If, as Le Guin further suggests in her essay, you write to arrive at a deeper truth, sharing your writing involves the desire to share that truth, to see if it resonates with others. Hitting the publish or send button is the recognition that, even though the writing on its own is a solitary effort, its effects need not be. Sharing your writing is - in the best cases - also the recognition of other perspectives that may challenge and enrich your own3.
That requires at least some ground rules for a Wittgensteinian game. Some jungle trimming and voice tuning.
That doesn’t mean burning the jungle down wholesale, though. I could look at the most successful newsletters or essays and try to mimic what they do, build a garden in their image4. Sometimes, that sounds tempting. It’s not always easy to accept the slow growth of a newsletter when others seemingly firework into virtual success overnight. I also know that, on a personal level, mimicking a garden of known successes5 would cause the howls of the jungle to become too loud. However, I can’t simply splotch the jungle onto the virtual page either. Even though the ‘voice’ in my non-professional writing can already be *a lot*, it’s still, always a redacted version. It’s more of me than you’ll find in other places, but the sharpest edges and most restless wilderness remain in their bony cage. Here be dragons, weary travelers.

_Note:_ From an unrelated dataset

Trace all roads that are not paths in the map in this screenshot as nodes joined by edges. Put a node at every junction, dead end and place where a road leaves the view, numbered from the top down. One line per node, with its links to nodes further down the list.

One of the greatest challenges for anyone who actually enjoys writing is finding the right balance between ‘self’ and ‘other’ and setting the minimal rules that allow a bridge to be built or a game to be played; to be your truest self to the extent possible, leaning, pushing, groaning against the hurricane of a world that tells you who you have to be, while still allowing room to reach for others (or for others to reach for you) with trembling fingers, hoping against all hope to catch a glimmer of a kindred spirit.
A path, perhaps, into the jungle.
Thanks for playing along.
Something different: I have an essay on the science and fiction of dream hacking in this month’s issue of Clarkesword Magazine! Let me know if you’d be interested in seeing this type of thing in the newsletter. The jungle is teeming with ideas.
Pun very much intended.
Am I messing around with metaphors here? Yes. Welcome to the outskirts of the jungle.

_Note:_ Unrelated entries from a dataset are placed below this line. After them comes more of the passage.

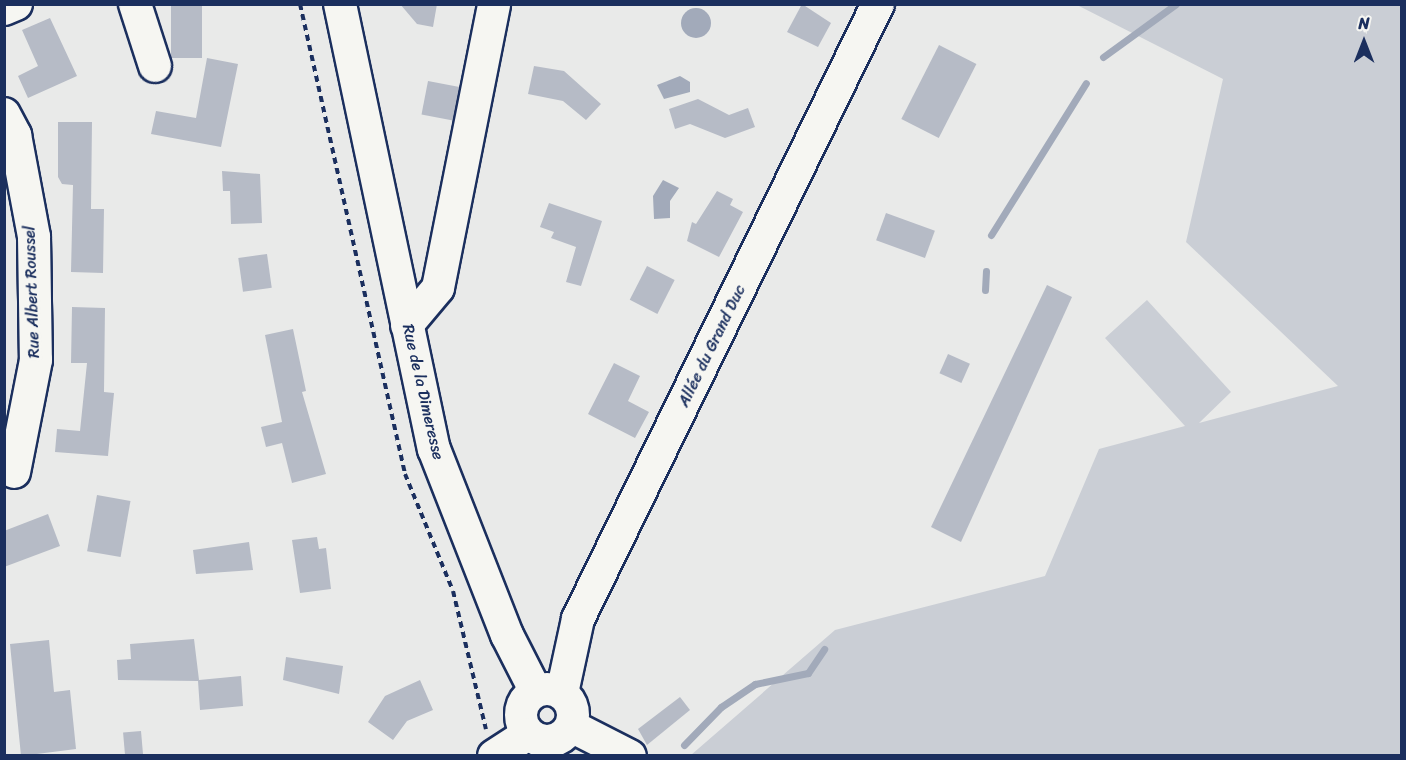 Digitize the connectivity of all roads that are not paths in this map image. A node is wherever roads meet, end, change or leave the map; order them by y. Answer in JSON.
{"nodes":[{"id":1,"x":16,"y":4,"type":"edge"},
{"id":2,"x":135,"y":4,"type":"edge"},
{"id":3,"x":328,"y":4,"type":"edge"},
{"id":4,"x":340,"y":4,"type":"edge"},
{"id":5,"x":494,"y":4,"type":"edge"},
{"id":6,"x":878,"y":4,"type":"edge"},
{"id":7,"x":4,"y":9,"type":"edge"},
{"id":8,"x":155,"y":66,"type":"dead end"},
{"id":9,"x":353,"y":80,"type":"junction"},
{"id":10,"x":4,"y":114,"type":"edge"},
{"id":11,"x":407,"y":325,"type":"junction"},
{"id":12,"x":14,"y":472,"type":"dead end"},
{"id":13,"x":549,"y":692,"type":"junction"},
{"id":14,"x":571,"y":726,"type":"junction"},
{"id":15,"x":528,"y":734,"type":"junction"},
{"id":16,"x":494,"y":756,"type":"edge"},
{"id":17,"x":630,"y":756,"type":"edge"}],
"edges":[{"from":1,"to":7,"type":"street"},
{"from":2,"to":8,"type":"street"},
{"from":3,"to":9,"type":"street","name":"Rue de la Dimeresse"},
{"from":4,"to":9,"type":"street","name":"Rue de la Dimeresse"},
{"from":5,"to":11,"type":"street"},
{"from":6,"to":13,"type":"street","name":"Allée du Grand Duc"},
{"from":9,"to":11,"type":"street","name":"Rue de la Dimeresse"},
{"from":10,"to":12,"type":"street","name":"Rue Albert Roussel"},
{"from":11,"to":13,"type":"street","name":"Rue de la Dimeresse"},
{"from":13,"to":14,"type":"street"},
{"from":13,"to":15,"type":"street"},
{"from":14,"to":15,"type":"street"},
{"from":14,"to":17,"type":"street"},
{"from":15,"to":16,"type":"street"}]}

Or be inane troll chants, but that is the risk of sharing your writing, especially online.
AI-generated text would be a pixelated image of a garden. Twice removed from the jungle, stripped of its heartbeat, and repackaged for mass consumption.
Science fiction fans, you wonderful creatures, that book title reference is there just for you.
This is awesome and full of great writing advice!
What a wonderful, poetic, essay, Gunnar! Loved reading it in a quirky (hipsterish?) café on a medieval street this sunny Sunday morning in Madrid.
And that at the end is probably the best definition of AI I've ever seen.